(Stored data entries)
____

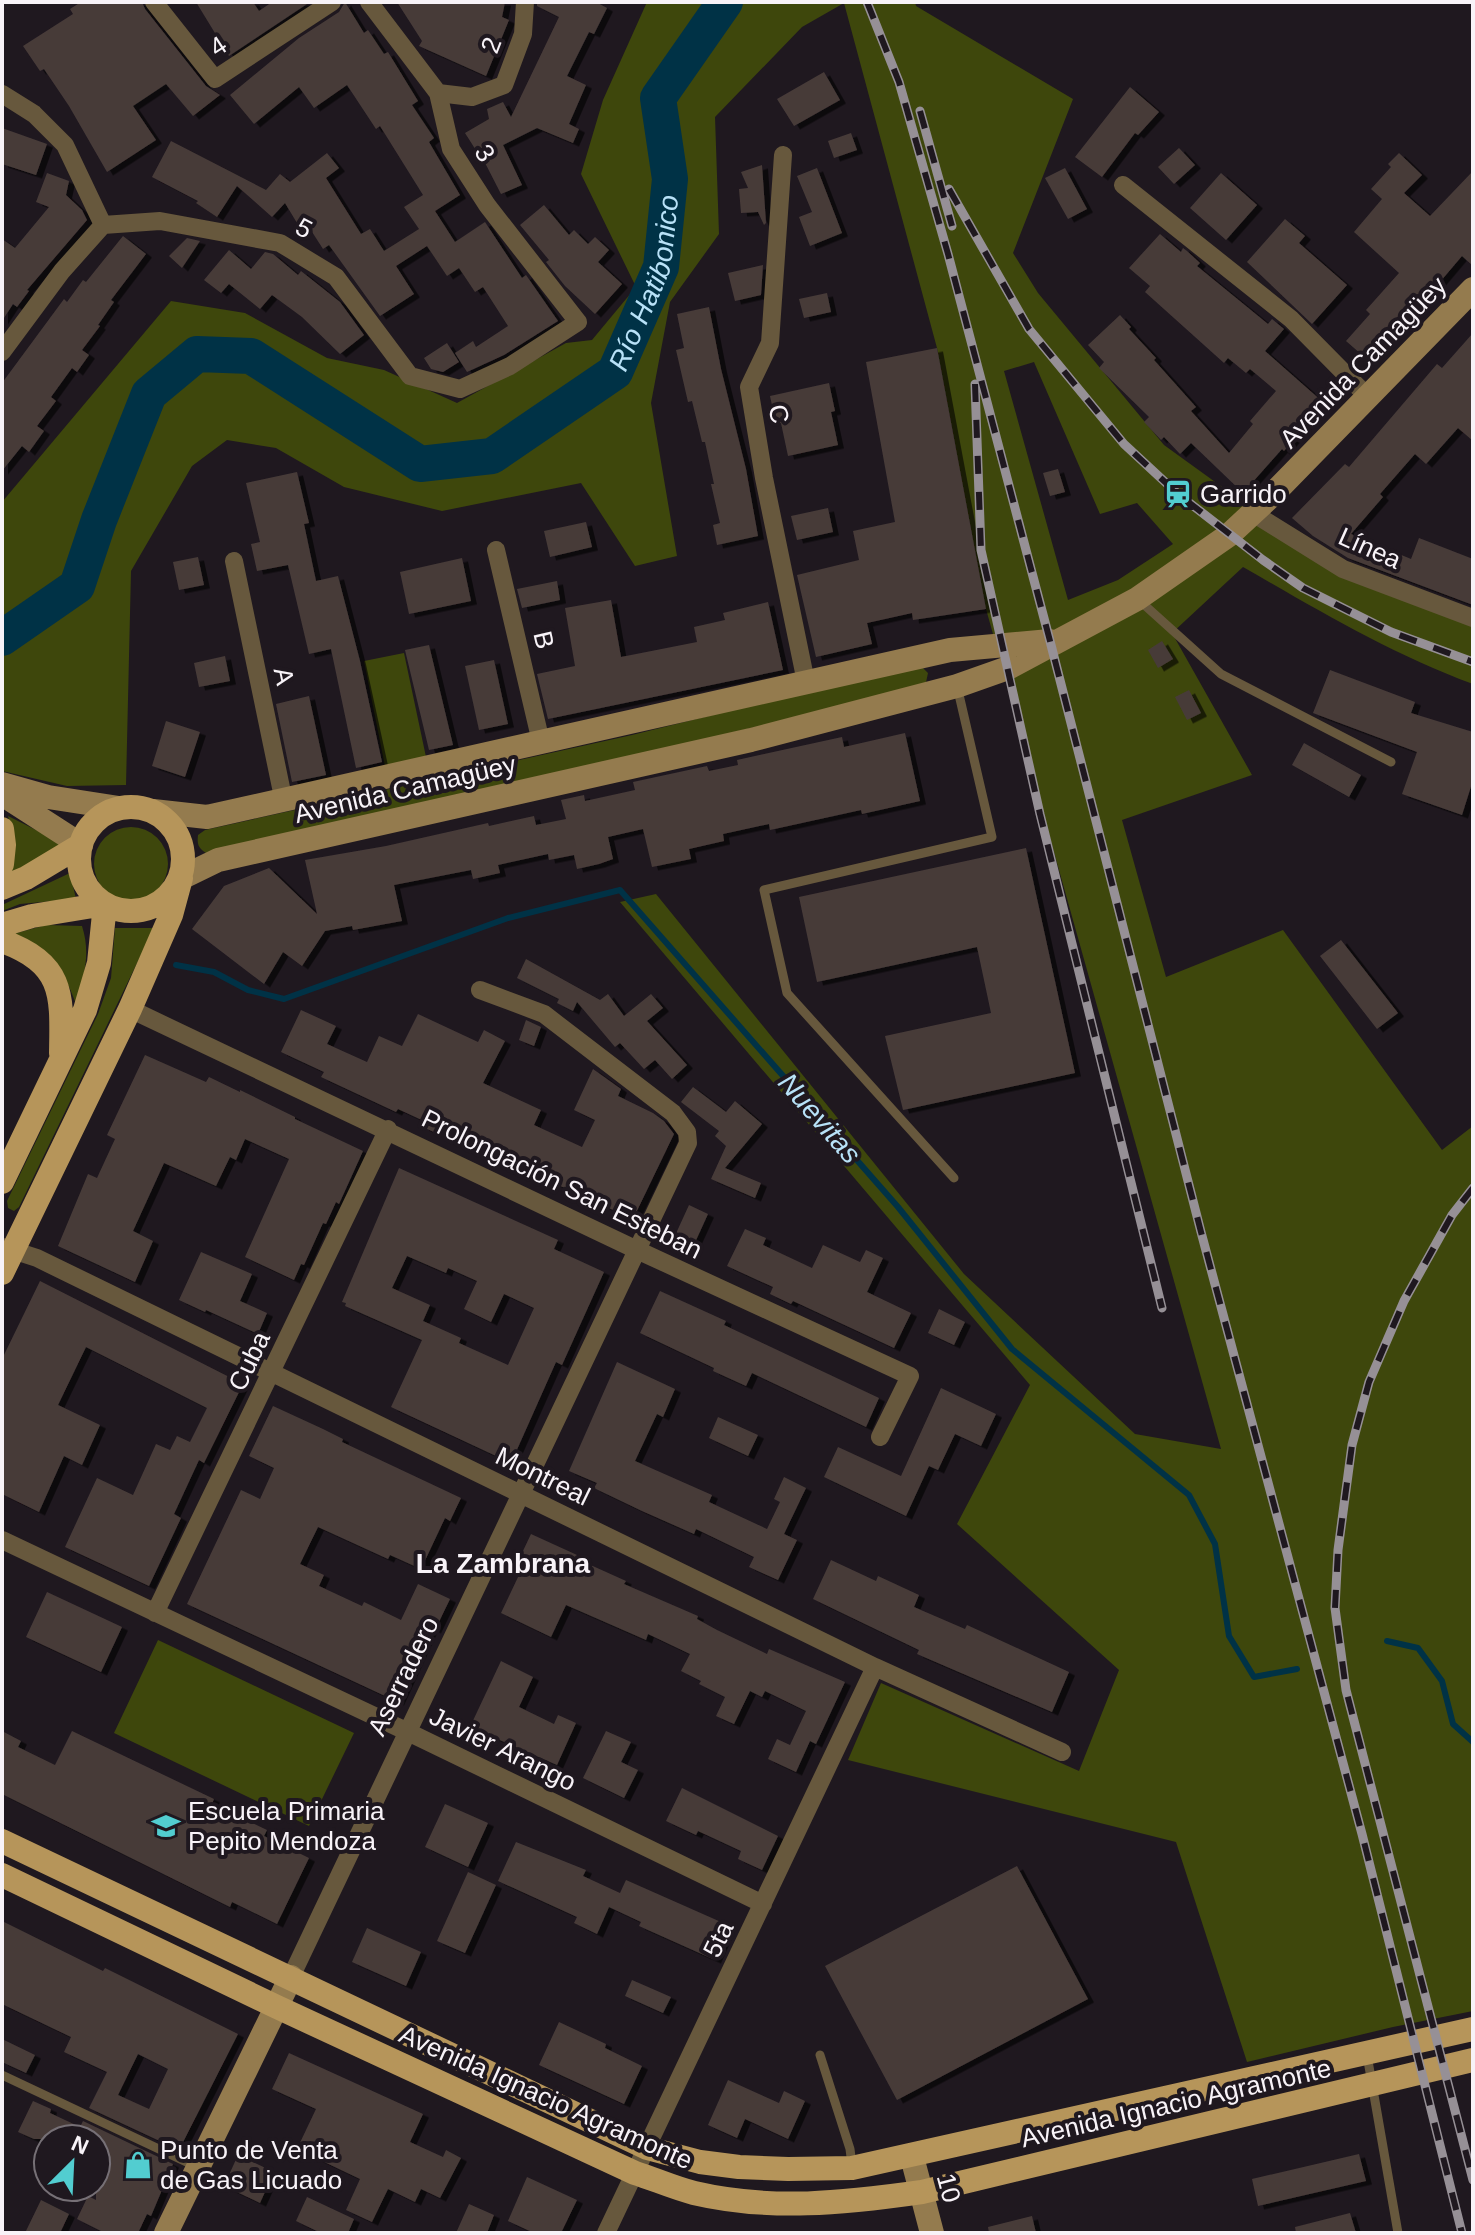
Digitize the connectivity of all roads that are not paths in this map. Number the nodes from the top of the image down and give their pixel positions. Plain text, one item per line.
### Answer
1 (154, 2) edge
2 (332, 2) edge
3 (369, 2) edge
4 (525, 2) edge
5 (438, 93) junction
6 (2, 94) edge
7 (783, 155) dead end
8 (1123, 185) dead end
9 (103, 225) junction
10 (1473, 289) edge
11 (578, 322) joint
12 (2, 352) edge
13 (1367, 396) junction
14 (1253, 513) junction
15 (496, 550) dead end
16 (234, 561) dead end
17 (1137, 599) junction
18 (1473, 618) edge
19 (1060, 639) junction
20 (950, 650) junction
21 (806, 682) junction
22 (957, 686) junction
23 (541, 742) junction
24 (1391, 762) dead end
25 (2, 784) edge
26 (2, 794) edge
27 (284, 802) junction
28 (119, 808) junction
29 (153, 811) junction
30 (2, 829) edge
31 (81, 845) junction
32 (2, 864) edge
33 (181, 878) junction
34 (2, 888) edge
35 (105, 904) junction
36 (2, 925) edge
37 (2, 941) edge
38 (480, 990) dead end
39 (130, 1009) junction
40 (61, 1060) junction
41 (388, 1129) junction
42 (954, 1178) dead end
43 (2, 1182) edge
44 (8, 1248) edge
45 (637, 1250) junction
46 (2, 1273) edge
47 (273, 1373) junction
48 (880, 1437) dead end
49 (521, 1494) junction
50 (2, 1540) edge
51 (155, 1613) junction
52 (875, 1667) junction
53 (408, 1732) junction
54 (1062, 1752) dead end
55 (2, 1841) edge
56 (2, 1875) edge
57 (763, 1904) junction
58 (291, 1977) junction
59 (277, 2007) junction
60 (1473, 2029) edge
61 (820, 2055) dead end
62 (1367, 2055) junction
63 (1473, 2060) edge
64 (2, 2075) edge
65 (1372, 2085) junction
66 (647, 2148) junction
67 (912, 2157) junction
68 (197, 2167) junction
69 (852, 2168) junction
70 (635, 2173) junction
71 (922, 2192) junction
72 (166, 2233) edge
73 (606, 2233) edge
74 (932, 2233) edge
75 (1398, 2233) edge

1 - 2 street, 4
3 - 5 street, 3
4 - 5 street, 2
5 - 11 street, 3
6 - 9 street
7 - 21 street, C
8 - 13 street
9 - 11 street, 5
9 - 12 street
10 - 13 main road, Avenida Camagüey
13 - 14 main road, Avenida Camagüey
14 - 17 main road, Avenida Camagüey
14 - 18 street, Línea
15 - 23 street, B
16 - 27 street, A
17 - 19 main road, Avenida Camagüey
17 - 24 lane
19 - 20 main road, Avenida Camagüey
19 - 22 main road, Avenida Camagüey
20 - 21 main road, Avenida Camagüey
20 - 22 main road
21 - 23 main road, Avenida Camagüey
22 - 33 main road, Avenida Camagüey
22 - 42 lane
23 - 27 main road, Avenida Camagüey
25 - 28 main road
26 - 31 main road
27 - 29 main road, Avenida Camagüey
28 - 29 main road
28 - 31 main road
29 - 33 main road
30 - 32 main road
31 - 34 main road
31 - 35 main road
33 - 35 main road
33 - 39 main road
35 - 36 main road
35 - 40 main road
37 - 40 main road
38 - 45 street, Aserradero
39 - 41 street, Prolongación San Esteban
39 - 44 main road
40 - 43 main road
41 - 45 street, Prolongación San Esteban
41 - 47 street, Cuba
44 - 46 main road
44 - 47 street, Montreal
45 - 48 street, Prolongación San Esteban
45 - 49 street, Aserradero
47 - 49 street, Montreal
47 - 51 street, Cuba
49 - 52 street, Montreal
49 - 53 street, Aserradero
50 - 51 street, Javier Arango
51 - 53 street, Javier Arango
52 - 54 street, Montreal
52 - 57 street, 5ta
53 - 57 street, Javier Arango
53 - 58 street, Aserradero
55 - 58 main road, Avenida Ignacio Agramonte
56 - 59 main road, Avenida Ignacio Agramonte
57 - 66 street, 5ta
58 - 59 main road, Aserradero
58 - 66 main road, Avenida Ignacio Agramonte
59 - 68 main road, Aserradero
59 - 70 main road, Avenida Ignacio Agramonte
60 - 62 main road, Avenida Ignacio Agramonte
61 - 69 lane
62 - 65 lane
62 - 67 main road, Avenida Ignacio Agramonte
63 - 65 main road, Avenida Ignacio Agramonte
64 - 68 lane
65 - 71 main road, Avenida Ignacio Agramonte
65 - 75 lane
66 - 69 main road, Avenida Ignacio Agramonte
66 - 70 street, 5ta
67 - 69 main road, Avenida Ignacio Agramonte
67 - 71 main road, 10
68 - 72 main road, Aserradero
70 - 71 main road, Avenida Ignacio Agramonte
70 - 73 street, 5ta
71 - 74 main road, 10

____

→ **What the exercise asks**: Retype all the data exactly, please, without pictures.

→ **Answer section**:
Digitize the connectivity of all roads that are not paths in this map. Number the nodes from the top of the image down and give their pixel positions. Plain text, one item per line.
### Answer
1 (154, 2) edge
2 (332, 2) edge
3 (369, 2) edge
4 (525, 2) edge
5 (438, 93) junction
6 (2, 94) edge
7 (783, 155) dead end
8 (1123, 185) dead end
9 (103, 225) junction
10 (1473, 289) edge
11 (578, 322) joint
12 (2, 352) edge
13 (1367, 396) junction
14 (1253, 513) junction
15 (496, 550) dead end
16 (234, 561) dead end
17 (1137, 599) junction
18 (1473, 618) edge
19 (1060, 639) junction
20 (950, 650) junction
21 (806, 682) junction
22 (957, 686) junction
23 (541, 742) junction
24 (1391, 762) dead end
25 (2, 784) edge
26 (2, 794) edge
27 (284, 802) junction
28 (119, 808) junction
29 (153, 811) junction
30 (2, 829) edge
31 (81, 845) junction
32 (2, 864) edge
33 (181, 878) junction
34 (2, 888) edge
35 (105, 904) junction
36 (2, 925) edge
37 (2, 941) edge
38 (480, 990) dead end
39 (130, 1009) junction
40 (61, 1060) junction
41 (388, 1129) junction
42 (954, 1178) dead end
43 (2, 1182) edge
44 (8, 1248) edge
45 (637, 1250) junction
46 (2, 1273) edge
47 (273, 1373) junction
48 (880, 1437) dead end
49 (521, 1494) junction
50 (2, 1540) edge
51 (155, 1613) junction
52 (875, 1667) junction
53 (408, 1732) junction
54 (1062, 1752) dead end
55 (2, 1841) edge
56 (2, 1875) edge
57 (763, 1904) junction
58 (291, 1977) junction
59 (277, 2007) junction
60 (1473, 2029) edge
61 (820, 2055) dead end
62 (1367, 2055) junction
63 (1473, 2060) edge
64 (2, 2075) edge
65 (1372, 2085) junction
66 (647, 2148) junction
67 (912, 2157) junction
68 (197, 2167) junction
69 (852, 2168) junction
70 (635, 2173) junction
71 (922, 2192) junction
72 (166, 2233) edge
73 (606, 2233) edge
74 (932, 2233) edge
75 (1398, 2233) edge

1 - 2 street, 4
3 - 5 street, 3
4 - 5 street, 2
5 - 11 street, 3
6 - 9 street
7 - 21 street, C
8 - 13 street
9 - 11 street, 5
9 - 12 street
10 - 13 main road, Avenida Camagüey
13 - 14 main road, Avenida Camagüey
14 - 17 main road, Avenida Camagüey
14 - 18 street, Línea
15 - 23 street, B
16 - 27 street, A
17 - 19 main road, Avenida Camagüey
17 - 24 lane
19 - 20 main road, Avenida Camagüey
19 - 22 main road, Avenida Camagüey
20 - 21 main road, Avenida Camagüey
20 - 22 main road
21 - 23 main road, Avenida Camagüey
22 - 33 main road, Avenida Camagüey
22 - 42 lane
23 - 27 main road, Avenida Camagüey
25 - 28 main road
26 - 31 main road
27 - 29 main road, Avenida Camagüey
28 - 29 main road
28 - 31 main road
29 - 33 main road
30 - 32 main road
31 - 34 main road
31 - 35 main road
33 - 35 main road
33 - 39 main road
35 - 36 main road
35 - 40 main road
37 - 40 main road
38 - 45 street, Aserradero
39 - 41 street, Prolongación San Esteban
39 - 44 main road
40 - 43 main road
41 - 45 street, Prolongación San Esteban
41 - 47 street, Cuba
44 - 46 main road
44 - 47 street, Montreal
45 - 48 street, Prolongación San Esteban
45 - 49 street, Aserradero
47 - 49 street, Montreal
47 - 51 street, Cuba
49 - 52 street, Montreal
49 - 53 street, Aserradero
50 - 51 street, Javier Arango
51 - 53 street, Javier Arango
52 - 54 street, Montreal
52 - 57 street, 5ta
53 - 57 street, Javier Arango
53 - 58 street, Aserradero
55 - 58 main road, Avenida Ignacio Agramonte
56 - 59 main road, Avenida Ignacio Agramonte
57 - 66 street, 5ta
58 - 59 main road, Aserradero
58 - 66 main road, Avenida Ignacio Agramonte
59 - 68 main road, Aserradero
59 - 70 main road, Avenida Ignacio Agramonte
60 - 62 main road, Avenida Ignacio Agramonte
61 - 69 lane
62 - 65 lane
62 - 67 main road, Avenida Ignacio Agramonte
63 - 65 main road, Avenida Ignacio Agramonte
64 - 68 lane
65 - 71 main road, Avenida Ignacio Agramonte
65 - 75 lane
66 - 69 main road, Avenida Ignacio Agramonte
66 - 70 street, 5ta
67 - 69 main road, Avenida Ignacio Agramonte
67 - 71 main road, 10
68 - 72 main road, Aserradero
70 - 71 main road, Avenida Ignacio Agramonte
70 - 73 street, 5ta
71 - 74 main road, 10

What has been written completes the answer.